4. FoxMeyer ERP Program


Foxmeyer, in 1995, with total sales of 5 billion US$ was the fourth largest wholesaler of drugs in the United States. Anderson Consulting was hired to integrate the SAP system and the warehouse automation system purchased by Foxmeyer. The cost of the whole implementation of the project was worth around $35 million. However, it was bankrupt by 1996 and sold to a competitor for a paltry $80 million.


One of the reasons for the debacle, was that Foxmeyer set up an unusually aggressive timeline for the project, that of 18 months. The warehouse employees, felt their jobs threatened by the project and thus refused to grant their support. The warehouse which was the first to be fully automated was destroyed by the workers in retaliation. Conclusively, the new system was not as good enough as the one which it substituted. To add insult to injury, Foxmeyer allegedly said that SAP and Anderson used the project as a training exercise for its junior employees. All of this resulted in various lawsuits and allegations leading to a complete collapse of the project.


5. Canada Gun Registration System


In 1997, SHL-SystemHouse and Electronic Data System came together to work on the Canadian National Firearm Registration System. It was thought that the cost would be only $2 million as the $119 million cost in implementing the system would be recovered by the $117 million that would be gained in licensing fees.


However, more than 1000 change order were demanded from the gun lobby and other politically motivated groups. These changes involved interfacing with 50 other agencies. This interaction wasn’t part of the initial contract and thus the money for it had to come out of the government’s pocket. These resulted in the cost rising up to $688 million by 2001. The maintenance cost meanwhile were going at the rate of $75 million per year. An audit conducted for the project in 2002 revealed that by 2004, the project could end up costing more than a $1 billion, with just $140 million recovered as revenue. The lesson to be learnt here is to finalize the project scope as soon as possible before the demands for change get out of order.

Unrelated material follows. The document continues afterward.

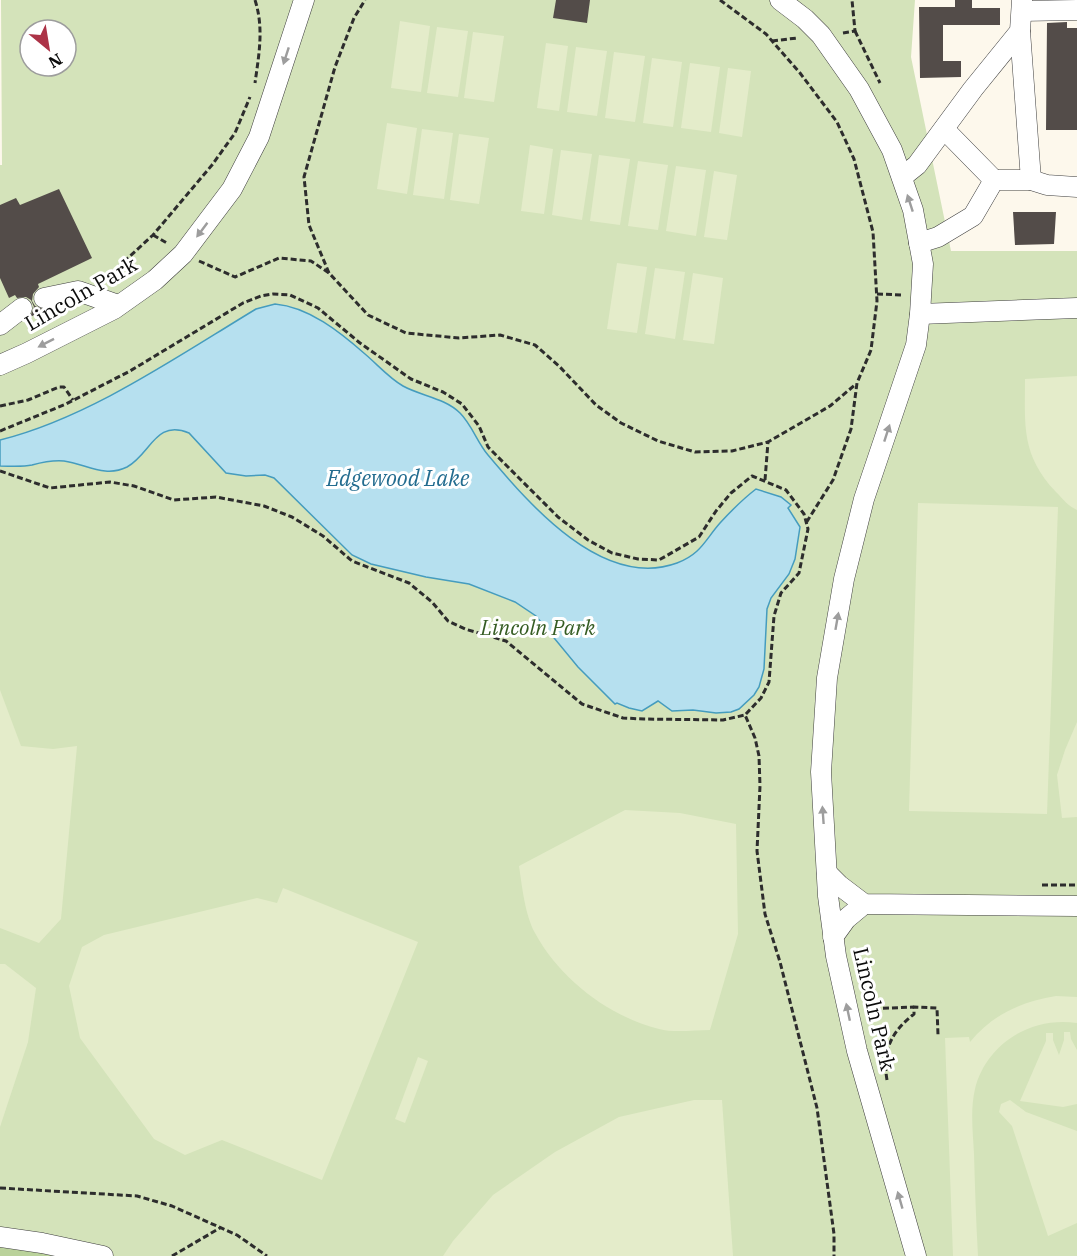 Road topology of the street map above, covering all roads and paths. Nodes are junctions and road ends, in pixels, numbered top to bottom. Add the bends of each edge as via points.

Building software is hard and completing mission critical software projects under tight deadlines and bloated requirements is an invitation for failure. And often adding more manpower to the software projects end up delaying the projects further. And as Frederick P. Brooks Jr. right puts it in Mythical Man Month “For the human makers of things, the incompletenesses and inconsistencies of our ideas become clear only during implementation.”